Image auto-orient with Tesseract and ImageMagick

deceptikon 0 Tallied Votes 2K Views Share

Warning: This code is tested, but not as-is. I combined multiple files to simplify the snippet.

One of my specialties is document imaging, and custom tools to handle it. A common request for both scanner sources and file import is correction of when pages are not properly oriented. To avoid forcing users to correct this in their scaning utility of choice, automatic detection and rotation of these images is a nice feature.

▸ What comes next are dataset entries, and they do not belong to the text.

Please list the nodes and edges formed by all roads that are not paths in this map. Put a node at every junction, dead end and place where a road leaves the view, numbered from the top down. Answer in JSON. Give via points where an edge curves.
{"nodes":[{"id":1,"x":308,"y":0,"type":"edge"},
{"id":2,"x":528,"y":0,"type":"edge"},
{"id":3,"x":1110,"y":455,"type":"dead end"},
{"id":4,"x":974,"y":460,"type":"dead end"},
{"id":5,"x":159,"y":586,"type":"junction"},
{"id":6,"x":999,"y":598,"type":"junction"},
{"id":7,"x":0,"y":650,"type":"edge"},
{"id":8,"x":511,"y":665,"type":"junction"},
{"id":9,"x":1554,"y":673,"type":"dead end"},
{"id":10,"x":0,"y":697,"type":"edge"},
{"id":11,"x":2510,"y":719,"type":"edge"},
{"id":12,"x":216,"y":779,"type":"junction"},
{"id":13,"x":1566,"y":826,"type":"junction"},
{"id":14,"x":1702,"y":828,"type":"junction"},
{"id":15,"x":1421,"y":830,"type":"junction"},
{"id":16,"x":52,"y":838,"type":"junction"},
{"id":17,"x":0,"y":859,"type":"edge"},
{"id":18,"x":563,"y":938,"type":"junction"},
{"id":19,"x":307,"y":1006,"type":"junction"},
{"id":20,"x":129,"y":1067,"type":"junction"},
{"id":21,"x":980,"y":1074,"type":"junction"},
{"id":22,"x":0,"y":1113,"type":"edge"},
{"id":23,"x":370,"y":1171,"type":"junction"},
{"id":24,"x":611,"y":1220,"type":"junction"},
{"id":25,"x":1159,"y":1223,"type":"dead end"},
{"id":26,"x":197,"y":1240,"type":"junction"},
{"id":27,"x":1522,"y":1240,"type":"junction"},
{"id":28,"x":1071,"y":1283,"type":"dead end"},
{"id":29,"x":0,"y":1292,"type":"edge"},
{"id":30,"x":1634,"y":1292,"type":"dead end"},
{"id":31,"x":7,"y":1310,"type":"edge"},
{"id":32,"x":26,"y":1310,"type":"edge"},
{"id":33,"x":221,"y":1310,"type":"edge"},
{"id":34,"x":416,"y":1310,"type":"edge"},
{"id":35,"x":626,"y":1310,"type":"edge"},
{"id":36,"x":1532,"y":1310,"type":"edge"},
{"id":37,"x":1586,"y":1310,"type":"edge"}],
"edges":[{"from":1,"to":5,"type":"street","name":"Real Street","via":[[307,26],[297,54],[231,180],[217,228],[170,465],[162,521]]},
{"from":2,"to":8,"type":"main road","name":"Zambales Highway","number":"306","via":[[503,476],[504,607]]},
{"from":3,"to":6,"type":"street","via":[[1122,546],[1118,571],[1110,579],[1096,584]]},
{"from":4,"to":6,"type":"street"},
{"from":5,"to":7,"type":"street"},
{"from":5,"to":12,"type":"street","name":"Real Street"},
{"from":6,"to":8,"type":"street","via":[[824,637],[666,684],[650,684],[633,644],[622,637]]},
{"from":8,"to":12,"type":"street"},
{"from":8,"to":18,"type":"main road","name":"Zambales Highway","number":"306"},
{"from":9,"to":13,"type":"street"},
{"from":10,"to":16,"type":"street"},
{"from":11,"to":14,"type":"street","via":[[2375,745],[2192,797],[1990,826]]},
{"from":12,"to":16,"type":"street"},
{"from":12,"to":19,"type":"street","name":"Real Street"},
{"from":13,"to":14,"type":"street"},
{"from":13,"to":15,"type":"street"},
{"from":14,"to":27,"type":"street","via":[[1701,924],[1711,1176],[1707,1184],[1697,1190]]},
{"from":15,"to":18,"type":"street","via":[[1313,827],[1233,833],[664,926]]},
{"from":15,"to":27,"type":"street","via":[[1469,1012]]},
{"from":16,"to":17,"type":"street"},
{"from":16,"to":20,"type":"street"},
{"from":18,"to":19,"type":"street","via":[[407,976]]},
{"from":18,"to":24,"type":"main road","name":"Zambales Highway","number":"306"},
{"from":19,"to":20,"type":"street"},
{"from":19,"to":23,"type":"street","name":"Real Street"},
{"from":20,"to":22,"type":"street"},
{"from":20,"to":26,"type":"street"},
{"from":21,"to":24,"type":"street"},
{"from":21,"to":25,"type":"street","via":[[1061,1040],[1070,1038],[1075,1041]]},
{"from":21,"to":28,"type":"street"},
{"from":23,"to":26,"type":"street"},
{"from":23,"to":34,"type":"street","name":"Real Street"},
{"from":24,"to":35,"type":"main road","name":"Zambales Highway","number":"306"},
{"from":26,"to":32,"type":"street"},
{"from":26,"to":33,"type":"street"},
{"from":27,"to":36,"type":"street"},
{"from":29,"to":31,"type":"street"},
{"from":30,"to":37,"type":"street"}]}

This snippet is a command-oriented solution using the Tesseract OCR engine and a .NET ImageMagick library (both available on NuGet). It might be used like this:

using (var fs = File.Open(file, FileMode.Open))
{
    try
    {           
        using (var ms = new AutoOrient().Run(fs, new AutoOrientOptions()))
        {
            // Close the original file so we can manage it as necessary
            fs.Close();

            // Overwrite the original file
            File.WriteAllBytes(file, ms.ToArray());
        }
    }
    catch (Exception ex)
    {
        Log("Error running command" + ex.ToString());
    }
}

There's nothing unusual going down, but I'm offering this to save others time in developing something similar. The curious may find the simple command-oriented design interesting as well. Questions and comments are welcome. :)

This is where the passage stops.